Чтобы исследовать потенциальную пригодность CRISPR-Cas с Cas12a2 для лечения хронических вирусных инфекций, исследователи создали гидовую РНК, нацеленную на умеренно экспрессирующиеся транскрипты белков E6 и E7 онкогенного вируса папилломы человека (ВПЧ). Введение ее с GeCas12a2 в культуру зараженных этим вирусом человеческих клеток уменьшило их количество на 94 процента по сравнению с незараженными. Инъекция липидных наночастиц с E6-гидовой РНК и мРНК GeCas12a2 в пересаженную мыши человеческую плоскоклеточную карциному с ВПЧ 16 типа вызывало значительное замедление роста опухоли, экспрессия нуклеазы была подтверждена гистологически.

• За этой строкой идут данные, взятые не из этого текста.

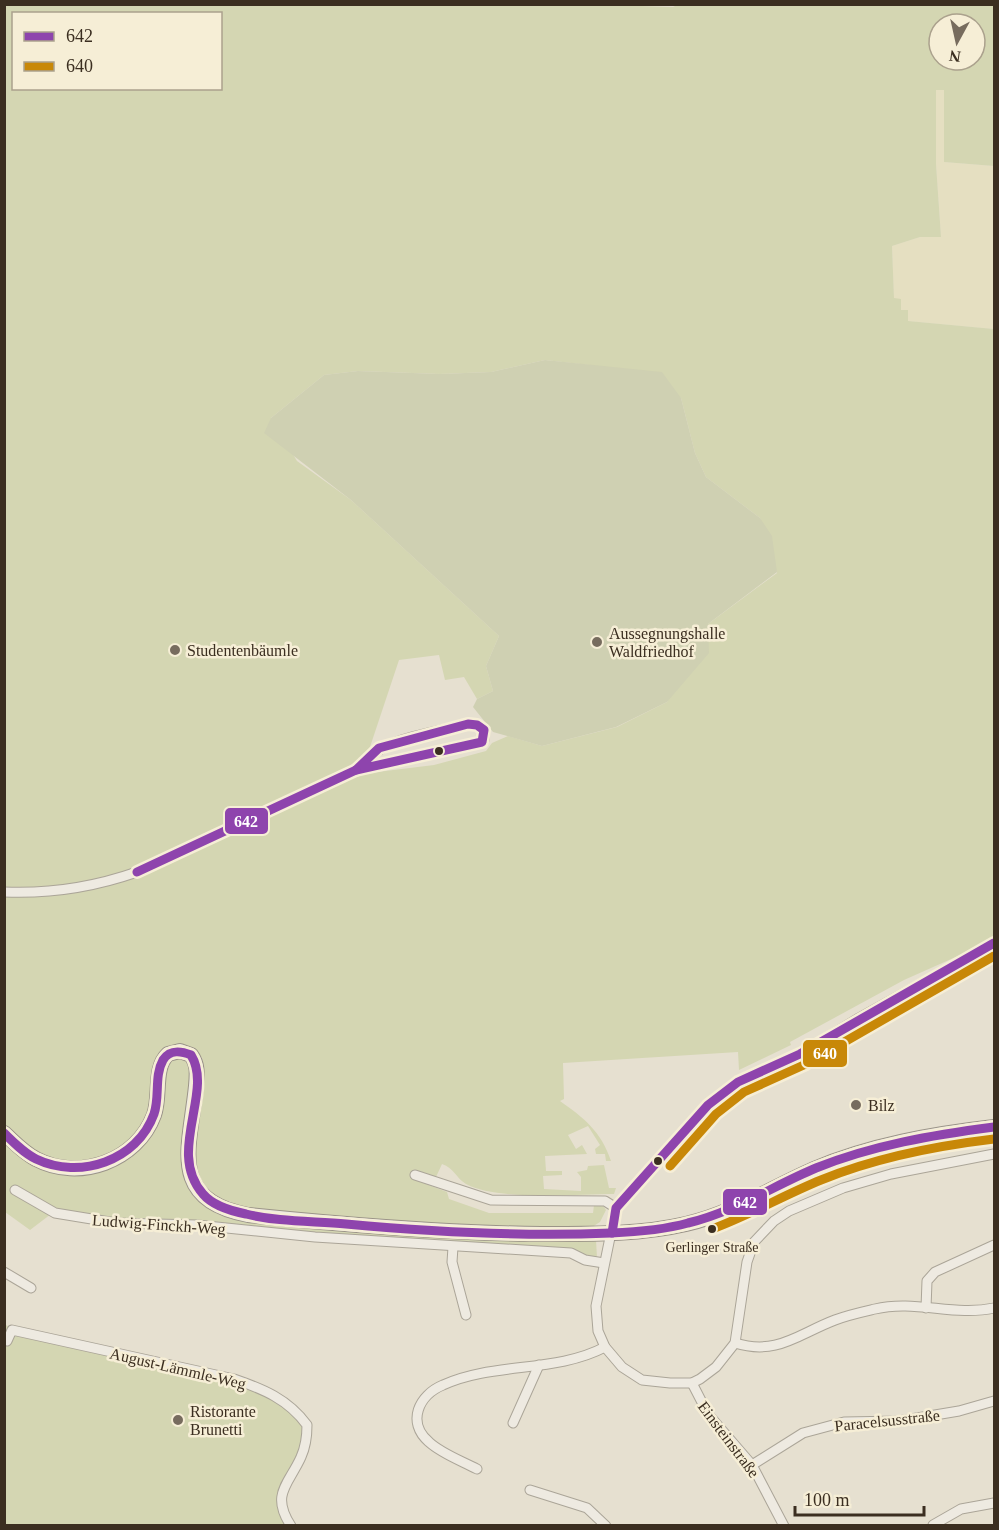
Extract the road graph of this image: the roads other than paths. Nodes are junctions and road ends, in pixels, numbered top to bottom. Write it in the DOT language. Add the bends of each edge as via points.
graph roads {
  1 [pos="356,770"];
  2 [pos="4,892"];
  3 [pos="994,943"];
  4 [pos="994,1127"];
  5 [pos="4,1133"];
  6 [pos="994,1154"];
  7 [pos="415,1176"];
  8 [pos="15,1190"];
  9 [pos="616,1208"];
  10 [pos="612,1233"];
  11 [pos="994,1245"];
  12 [pos="453,1247"];
  13 [pos="604,1263"];
  14 [pos="4,1272"];
  15 [pos="31,1288"];
  16 [pos="926,1308"];
  17 [pos="994,1308"];
  18 [pos="466,1315"];
  19 [pos="7,1341"];
  20 [pos="735,1343"];
  21 [pos="605,1347"];
  22 [pos="539,1365"];
  23 [pos="692,1383"];
  24 [pos="994,1401"];
  25 [pos="513,1423"];
  26 [pos="752,1465"];
  27 [pos="477,1469"];
  28 [pos="530,1490"];
  29 [pos="994,1503"];
  30 [pos="933,1525"];
  31 [pos="291,1526"];
  32 [pos="606,1526"];
  33 [pos="784,1526"];
  1 -- 1 [label="street" via="472,746 484,740 484,730 468,724 388,745"];
  1 -- 2 [label="street" via="128,875 74,889"];
  3 -- 9 [label="street" via="800,1054 738,1082 708,1105"];
  4 -- 10 [label="main road" via="915,1138 873,1149 813,1170 755,1200 708,1218 665,1228"];
  5 -- 10 [label="main road" via="34,1159 58,1167 84,1168 110,1161 133,1147 150,1125 158,1101 161,1066 168,1054 180,1051 191,1055 196,1068 189,1172 206,1200 223,1209 248,1215 407,1230"];
  6 -- 20 [label="street" via="891,1174 843,1188 774,1221 754,1242 747,1262"];
  7 -- 9 [label="street" via="491,1200 605,1201"];
  8 -- 12 [label="street, Ludwig-Finckh-Weg" via="55,1213 76,1218"];
  9 -- 10 [label="street"];
  10 -- 13 [label="street"];
  11 -- 16 [label="street" via="935,1272 927,1281"];
  12 -- 13 [label="street, Ludwig-Finckh-Weg" via="571,1253"];
  12 -- 18 [label="street" via="452,1262"];
  13 -- 21 [label="street" via="596,1313"];
  14 -- 15 [label="street"];
  16 -- 17 [label="street" via="976,1312"];
  16 -- 20 [label="street" via="878,1308 835,1320 782,1345 754,1349"];
  19 -- 31 [label="street, August-Lämmle-Weg" via="12,1330 234,1379 283,1400 307,1425 304,1450 282,1490 281,1500"];
  20 -- 23 [label="street" via="716,1367"];
  21 -- 22 [label="street" via="595,1353"];
  21 -- 23 [label="street" via="642,1380"];
  22 -- 25 [label="street"];
  22 -- 27 [label="street" via="465,1377 428,1393 420,1403 416,1425 423,1437"];
  23 -- 26 [label="street, Einsteinstraße" via="708,1414"];
  24 -- 26 [label="street, Paracelsusstraße" via="959,1412 899,1421 844,1422 803,1432"];
  26 -- 33 [label="street, Einsteinstraße"];
  28 -- 32 [label="street" via="587,1508"];
  29 -- 30 [label="street" via="961,1509"];
}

В обоих случаях через 72 часа после введения GeCas12a2 в клетках-мишенях определялись маркеры апоптоза.
В следующем эксперименте авторы работы использовали CRISPR-Cas с Cas12a2 для обогащения культуры клетками с генетическими модификациями. Для этого они вносили в человеческие клетки с геном зеленого флуоресцентного белка неспецифические мутации этого гена — инделы — с помощью FnCas12a, после чего обрабатывали их GeCas12a2, нацеленной на неизмененные транскрипты того же гена. Это повысило частоту инделов в популяции клеток в 3,1 раза. После этого эксперимент повторили с точным редактированием генома — внесением точечных мутаций в ген GAPDH, кодирующий один из ферментов гликолиза, с помощью Cas9. Обработка культуры GeCas12a2, нацеленной на транскрипт неизмененного GAPDH, увеличила количество отредактированных клеток в 4,3 раза.
В заключение исследователи протестировали способность CRISPR-Cas с Cas12a2 прицельно уничтожать онкогенные клетки. Для этого они создали человеческие клетки линии U2OS с онкогенной мутацией KRASG12C и обычной формой гена KRAS и убедились, что введение в культуру Cas12a2а, нацеленной на мутантный транскрипт, уменьшает количество клеток с ним на 62 процента, не затрагивая при этом здоровые клетки. В эксперименте с человеческими клетками линии NCI-H23, изначально обладающими этой онкогенной мутацией, использование GeCas12a2 уменьшало их популяцию на 50 процентов, а в сочетании с препаратом соторасибом, также нацеленным на мутацию KRASG12C, этот показатель повышался до 85 процентов. При этом эффективность GeCas12a2 не снижалась в отношении клеток, резистентных к соторасибу.
Таким образом, система CRISPR-Cas с Cas12a2 распознает заданную последовательность РНК и измельчает их ДНК, приводя к гибели клетки, что позволяет использовать ее для прицельного уничтожения заданного типа клеток. Для применения этой системы in vivo предстоит решить еще множество задач, включая обеспечение доставки необходимого ее количества в органы-мишени, повышение эффективности, всестороннее подтверждение безопасности применения для здоровых клеток и тканей.
Ранее американские исследователи представили первый нейросетевой инструмент для создания полностью искусственных систем CRISPR-Cas9. Одну из них успешно испытали на человеческих клетках, причем наилучший ее вариант превзошел природную SpCas9 по специфичности, не уступая в эффективности.